The Virgin's Daughter (Tudor Legacy #1)(36)
In a code that Julien could decipher almost by instinct, Cardinal Ribault had written: There will be a man at the tavern of the Nightingale Inn tonight to receive your report. Be there by midnight.
“Damn it,” he said under his breath, and crumpled the message in one hand.
He had no idea what he would report. The truth? My conversations with Lucette Courtenay have been challenging and engaging and about every subject under the sun except her connection to the English royal family. Hardly. He would have to lie, which was no great issue. He had done little but lie to the cardinal for seven years now.
He might have encountered difficulty in getting out of the chateau unseen, but Lucette’s retreat to her chambers made things easy. Without a guest to entertain, the men of the LeClerc family reverted to type: the meal was mostly silent and they all scattered as soon as they decently could. Julien waited until well after dark and set off on foot to the village tavern. No need to alert anyone to his absence by rousing a groom or taking a horse. Dressed in subdued fashion, a cloak despite the June weather, in order to offer some concealment to his sword, he trudged to the village and thought about Lucette.

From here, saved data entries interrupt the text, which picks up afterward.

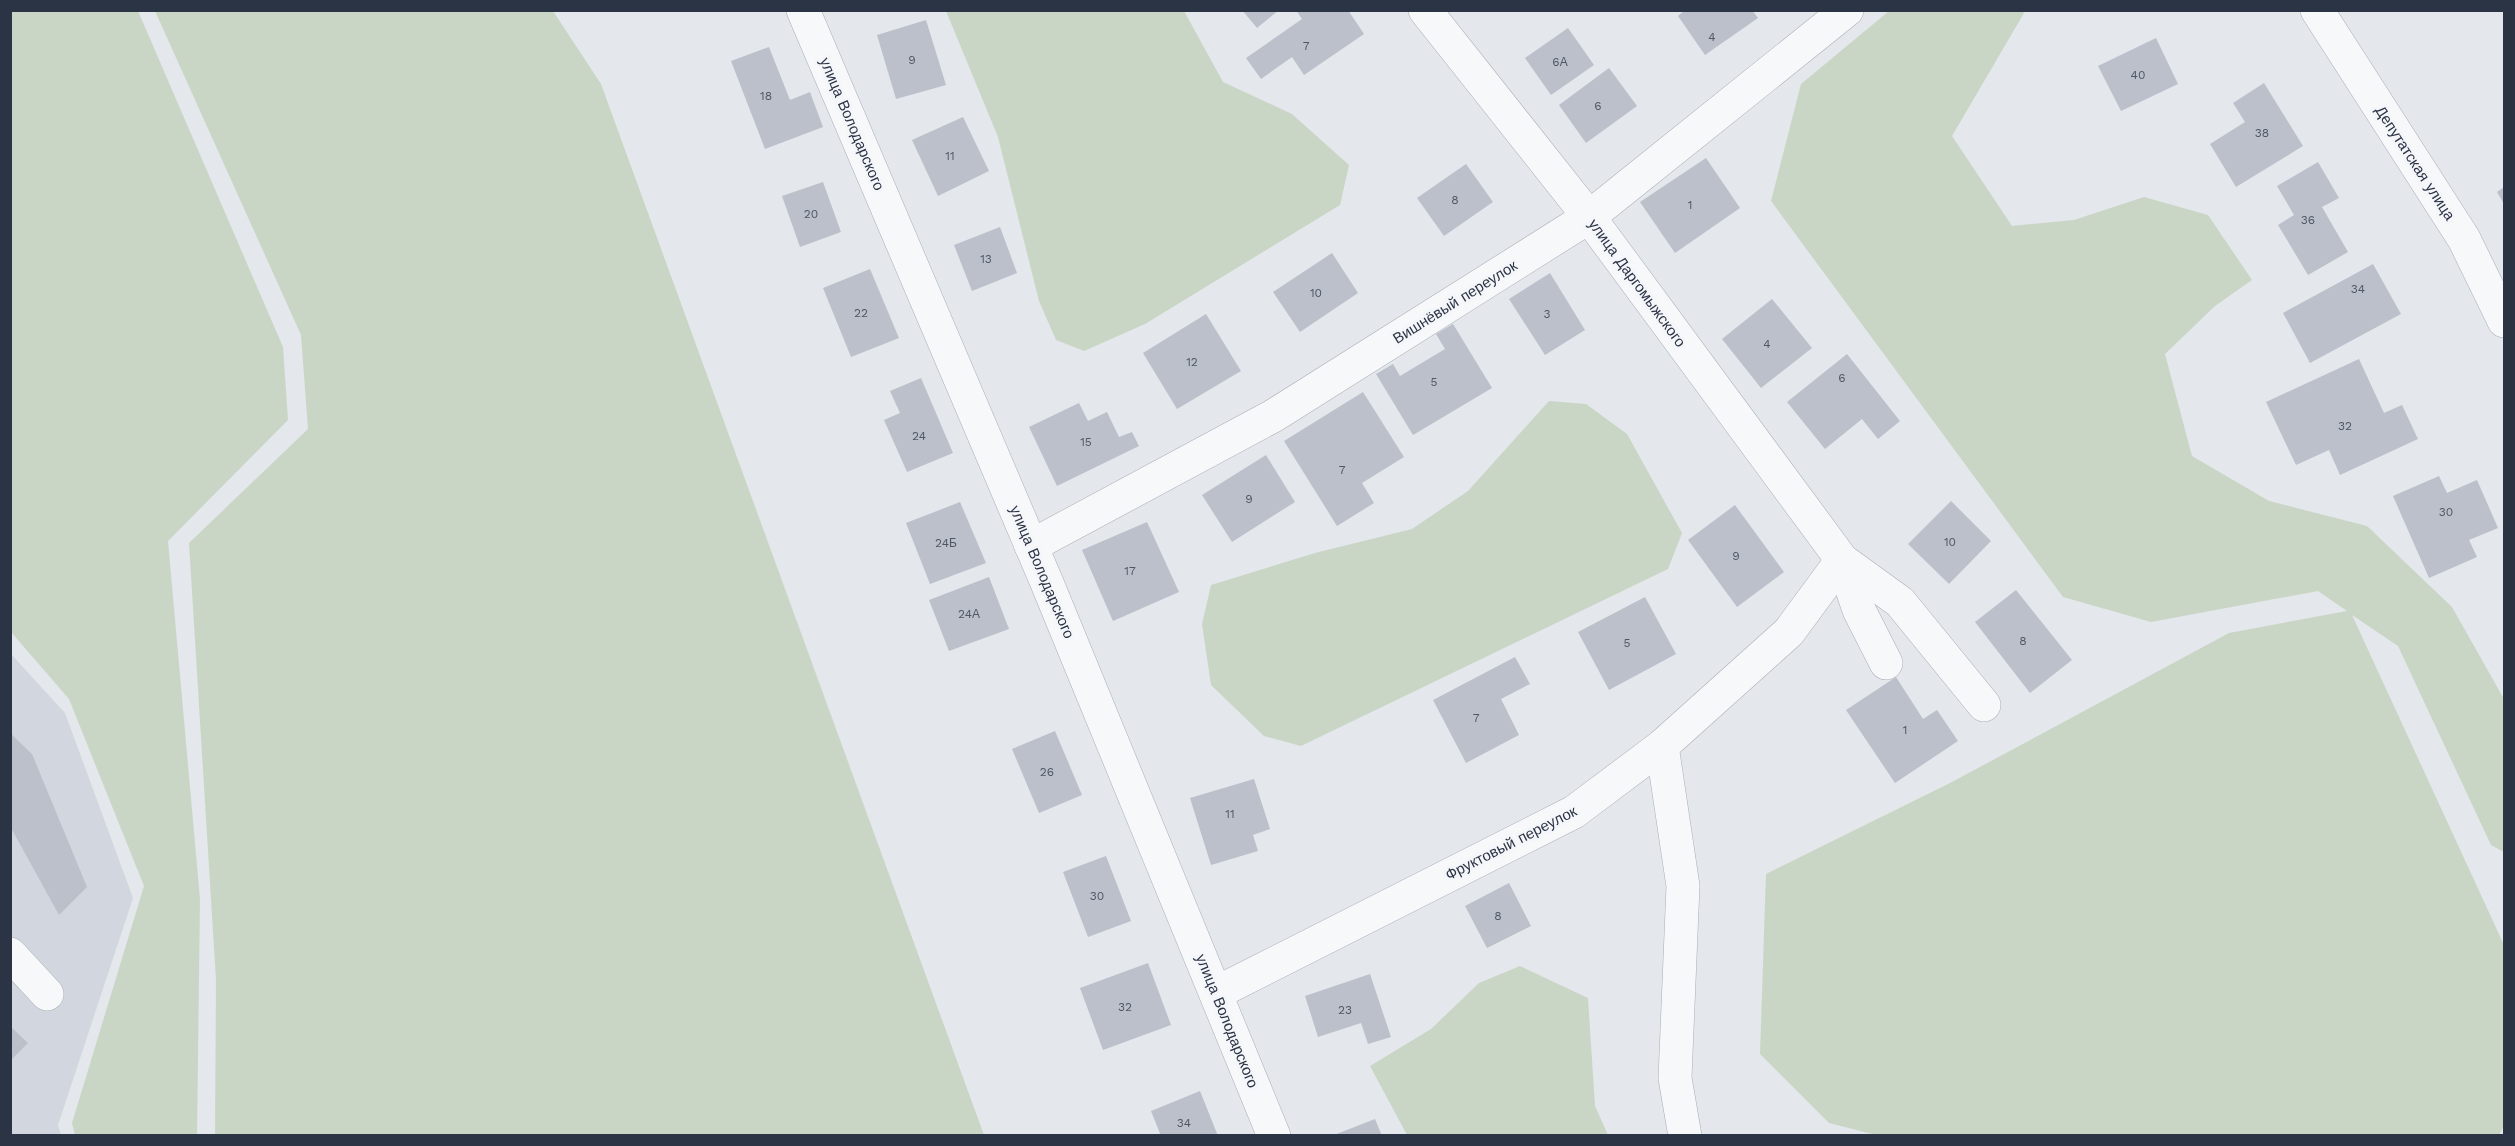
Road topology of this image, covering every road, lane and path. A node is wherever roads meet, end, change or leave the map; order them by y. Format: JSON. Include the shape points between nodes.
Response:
{"nodes":[{"id":1,"x":803,"y":10,"type":"edge"},
{"id":2,"x":1425,"y":10,"type":"edge"},
{"id":3,"x":1847,"y":10,"type":"edge"},
{"id":4,"x":2317,"y":10,"type":"edge"},
{"id":5,"x":1589,"y":217,"type":"junction"},
{"id":6,"x":2500,"y":300,"type":"edge"},
{"id":7,"x":1031,"y":546,"type":"junction"},
{"id":8,"x":1842,"y":560,"type":"junction"},
{"id":9,"x":1886,"y":663,"type":"dead end"},
{"id":10,"x":1984,"y":705,"type":"dead end"},
{"id":11,"x":1662,"y":746,"type":"junction"},
{"id":12,"x":10,"y":954,"type":"edge"},
{"id":13,"x":1216,"y":993,"type":"junction"},
{"id":14,"x":47,"y":994,"type":"dead end"},
{"id":15,"x":1274,"y":1136,"type":"edge"},
{"id":16,"x":1685,"y":1136,"type":"edge"}],
"edges":[{"from":1,"to":7,"type":"street","name":"улица Володарского"},
{"from":2,"to":5,"type":"street","name":"улица Даргомыжского"},
{"from":3,"to":5,"type":"street","name":"Вишнёвый переулок"},
{"from":4,"to":6,"type":"street","name":"Депутатская улица"},
{"from":5,"to":7,"type":"street","name":"Вишнёвый переулок","via":[[1273,416]]},
{"from":5,"to":8,"type":"street","name":"улица Даргомыжского"},
{"from":7,"to":13,"type":"street","name":"улица Володарского"},
{"from":8,"to":9,"type":"street","via":[[1859,610]]},
{"from":8,"to":10,"type":"street","via":[[1900,603]]},
{"from":8,"to":11,"type":"street","name":"Фруктовый переулок","via":[[1789,632]]},
{"from":11,"to":13,"type":"street","name":"Фруктовый переулок","via":[[1574,812]]},
{"from":11,"to":16,"type":"street","via":[[1683,886],[1675,1078]]},
{"from":12,"to":14,"type":"street"},
{"from":13,"to":15,"type":"street","name":"улица Володарского"}]}
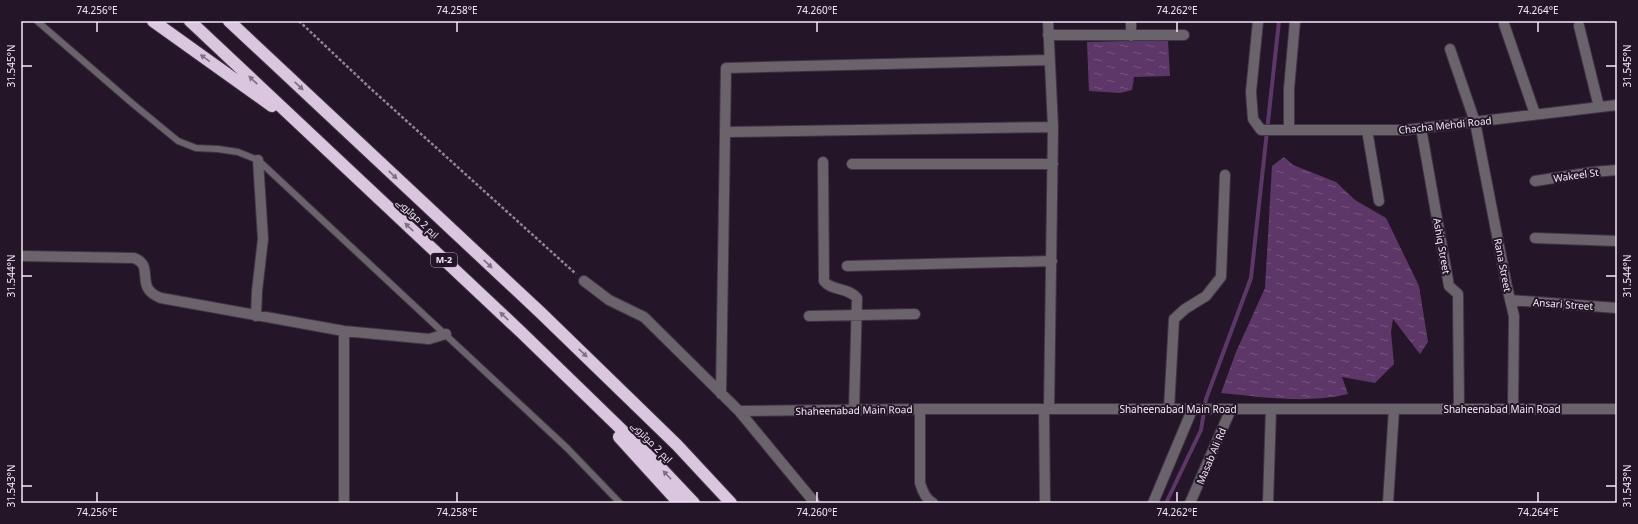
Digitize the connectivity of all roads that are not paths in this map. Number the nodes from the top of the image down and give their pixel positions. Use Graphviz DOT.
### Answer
graph roads {
  1 [pos="37,21"];
  2 [pos="153,21"];
  3 [pos="190,21"];
  4 [pos="229,21"];
  5 [pos="1048,21"];
  6 [pos="1131,21"];
  7 [pos="1258,21"];
  8 [pos="1295,21"];
  9 [pos="1504,24"];
  10 [pos="1579,26"];
  11 [pos="1048,35"];
  12 [pos="1184,35"];
  13 [pos="1131,36"];
  14 [pos="1450,49"];
  15 [pos="1050,60"];
  16 [pos="1617,105"];
  17 [pos="1599,107"];
  18 [pos="1535,114"];
  19 [pos="1475,122"];
  20 [pos="1053,127"];
  21 [pos="1421,128"];
  22 [pos="1289,129"];
  23 [pos="1367,130"];
  24 [pos="725,132"];
  25 [pos="316,139"];
  26 [pos="258,160"];
  27 [pos="823,162"];
  28 [pos="852,164"];
  29 [pos="1053,164"];
  30 [pos="1617,170"];
  31 [pos="1225,175"];
  32 [pos="1535,180"];
  33 [pos="1378,201"];
  34 [pos="1535,238"];
  35 [pos="1617,241"];
  36 [pos="21,256"];
  37 [pos="1052,261"];
  38 [pos="847,266"];
  39 [pos="584,281"];
  40 [pos="1510,300"];
  41 [pos="1617,308"];
  42 [pos="915,314"];
  43 [pos="857,315"];
  44 [pos="256,316"];
  45 [pos="809,316"];
  46 [pos="344,331"];
  47 [pos="522,333"];
  48 [pos="446,334"];
  49 [pos="721,394"];
  50 [pos="920,409"];
  51 [pos="1046,409"];
  52 [pos="1169,409"];
  53 [pos="1231,409"];
  54 [pos="1271,409"];
  55 [pos="1394,409"];
  56 [pos="1459,409"];
  57 [pos="1512,409"];
  58 [pos="1617,409"];
  59 [pos="854,410"];
  60 [pos="1192,410"];
  61 [pos="739,411"];
  62 [pos="344,503"];
  63 [pos="620,503"];
  64 [pos="679,503"];
  65 [pos="694,503"];
  66 [pos="731,503"];
  67 [pos="815,503"];
  68 [pos="933,503"];
  69 [pos="1045,503"];
  70 [pos="1153,503"];
  71 [pos="1190,503"];
  72 [pos="1268,503"];
  73 [pos="1388,503"];
  1 -- 26 [label="lane"];
  25 -- 2 [label="highway, one-way"];
  25 -- 3 [label="highway, ایم 2 موٹروے / M-2, one-way"];
  4 -- 66 [label="highway, ایم 2 موٹروے / M-2, one-way"];
  5 -- 11 [label="street"];
  6 -- 13 [label="street"];
  7 -- 22 [label="street, Chacha Mehdi Road"];
  8 -- 22 [label="street"];
  9 -- 18 [label="street"];
  10 -- 17 [label="street"];
  11 -- 13 [label="street"];
  11 -- 15 [label="street"];
  12 -- 13 [label="street"];
  14 -- 19 [label="street, Rana Street"];
  15 -- 20 [label="street"];
  15 -- 24 [label="street"];
  16 -- 17 [label="street, Chacha Mehdi Road"];
  17 -- 18 [label="street, Chacha Mehdi Road"];
  18 -- 19 [label="street, Chacha Mehdi Road"];
  19 -- 21 [label="street, Chacha Mehdi Road"];
  19 -- 40 [label="street, Rana Street"];
  20 -- 24 [label="street"];
  20 -- 29 [label="street"];
  21 -- 23 [label="street, Chacha Mehdi Road"];
  21 -- 56 [label="street, Ashiq Street"];
  22 -- 23 [label="street, Chacha Mehdi Road"];
  23 -- 33 [label="street"];
  24 -- 49 [label="street"];
  47 -- 25 [label="highway, ایم 2 موٹروے / M-2, one-way"];
  26 -- 44 [label="street"];
  26 -- 48 [label="lane"];
  27 -- 43 [label="street"];
  28 -- 29 [label="street"];
  29 -- 37 [label="street"];
  30 -- 32 [label="street, Wakeel St"];
  31 -- 52 [label="street"];
  34 -- 35 [label="street"];
  36 -- 44 [label="street"];
  37 -- 38 [label="street"];
  37 -- 51 [label="street"];
  39 -- 49 [label="street"];
  40 -- 41 [label="street, Ansari Street"];
  40 -- 57 [label="street, Rana Street"];
  42 -- 43 [label="street"];
  43 -- 45 [label="street"];
  43 -- 59 [label="street"];
  44 -- 46 [label="street"];
  46 -- 48 [label="street"];
  46 -- 62 [label="street"];
  47 -- 64 [label="highway"];
  65 -- 47 [label="highway, ایم 2 موٹروے / M-2, one-way"];
  48 -- 63 [label="lane"];
  49 -- 61 [label="street"];
  50 -- 51 [label="street, Shaheenabad Main Road"];
  50 -- 59 [label="street, Shaheenabad Main Road"];
  50 -- 68 [label="street"];
  51 -- 52 [label="street, Shaheenabad Main Road"];
  51 -- 69 [label="street"];
  52 -- 60 [label="street, Shaheenabad Main Road"];
  53 -- 54 [label="street, Shaheenabad Main Road"];
  53 -- 60 [label="street, Shaheenabad Main Road"];
  53 -- 71 [label="street, Masab Ali Rd"];
  54 -- 55 [label="street, Shaheenabad Main Road"];
  54 -- 72 [label="street"];
  55 -- 56 [label="street, Shaheenabad Main Road"];
  55 -- 73 [label="street"];
  56 -- 57 [label="street, Shaheenabad Main Road"];
  57 -- 58 [label="street, Shaheenabad Main Road"];
  59 -- 61 [label="street, Shaheenabad Main Road"];
  60 -- 70 [label="street"];
  61 -- 67 [label="street"];
}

All he’d done for days now was think about Lucette—no, Lucie. Lucette was suspicious and restrained and did not like him at all. Lucie, on the other hand…Lucie laughed. Lucie teased. Lucie was no less intelligent than Lucette, but she wasn’t defined solely by her mind, and inhabited her body in an entirely different way.
Not that he should be paying attention to her body.
When Julien reached the Nightingale Inn, he still didn’t have the slightest idea what he intended to tell the cardinal’s emissary. Good thing he was used to thinking on his feet.
He couldn’t be anonymous here the way he could in Paris, but the people of the village knew enough about him to read his moods—either entertain me or, as today, leave me be. Aside from a nod from the tavern keeper, Julien made his way to a corner table and waited for the emissary to come to him. It was easy enough to pick him out—he might have been in exile in France but Englishmen moved differently than Frenchmen. The man was bearded and fiercely mustached, with a scar running across the back of his right hand.
The emissary turned a chair around and straddled it, arms resting on the chair back. “Monsieur,” he said in a hoarse voice that made Julien wonder in which gutter the cardinal had picked him up.
“Orders?” Julien asked softly.
“To tell me what you’ve learned of the girl.”
Julien leaned back and stretched, hands clasped behind his head, his pose of ease covering a mind working furiously.
“She’s unlikely to be of any real use,” he said negligently. “Queen’s niece or not, the girl is not a royal intimate. I’d say it’s by her own choice,” and as he spoke, Julien felt it to be true. As though putting Lucette into words helped him understand her. “She” (for he could not bring himself to use her name to such a slimy man) “is unwilling to be used by anyone, friend or family, and surely the English queen is too intelligent to think otherwise.”
“That is not what you were asked to discover,” the man said. “Surely she communicates with her sister, who is such an intimate of the young princess.”
“I have no news on that score,” Julien said bluntly. “Whatever the princess’s plans this summer, they have not, to my knowledge, been communicated to my guest.”
“How hard have you tried to learn?” The man’s very tone was a leer, and Julien wanted to smash his face.
Instead, he leaned across the table and said, “I don’t know how it’s done in your world, but gentlemen do not take advantage of young women of good family.”
“But by all accounts, monsieur, you are by no means a gentleman.”
Julien swung his gaze away, furious, and made himself survey the tavern simply to give his mind something to do. No, he wasn’t a gentleman and hadn’t been for years. A gentleman would not be having this conversation. A gentleman would not have quite so thorough knowledge of the intimate habits of every maid in this tavern. There was Madeleine with her tumble of red hair, and Sophie who giggled when kissed, and Blanche with her exceptionally skilled hands.
There had been a time when Nicolas would have been the one to know (in every sense) these women, but Julien had picked up his brother’s habits in an effort at staving off guilt. As though by following in Nicolas’s footsteps he could undo what had been done to his brother.
And then his uncomfortable thoughts stuttered and stopped as his eyes skimmed over something that caught his attention. He slowly moved his gaze back, tracking, and stopped dumbfounded at a table in the corner farthest from him. It was occupied by two men and a woman. A woman in plain skirts and low-cut linen, dark hair braided tightly to her head beneath a cap, eyes modestly lowered while no doubt her brain ran along five times faster than the idiots she was listening to.
Lucette.
—
Pride might be a sin, but Lucette was undoubtedly proud of how she’d managed tonight. Anise had been heaven-sent as her maid, for the girl was all too easy to persuade to lend her clothing, and vowed to maintain the fiction that the Englishwoman was confined to her chambers with illness. Lucette also knew (thanks to Felix) the less traveled corridors of the chateau and the side gate through which she could pass at a distance from Renaud’s men at arms and not be spotted.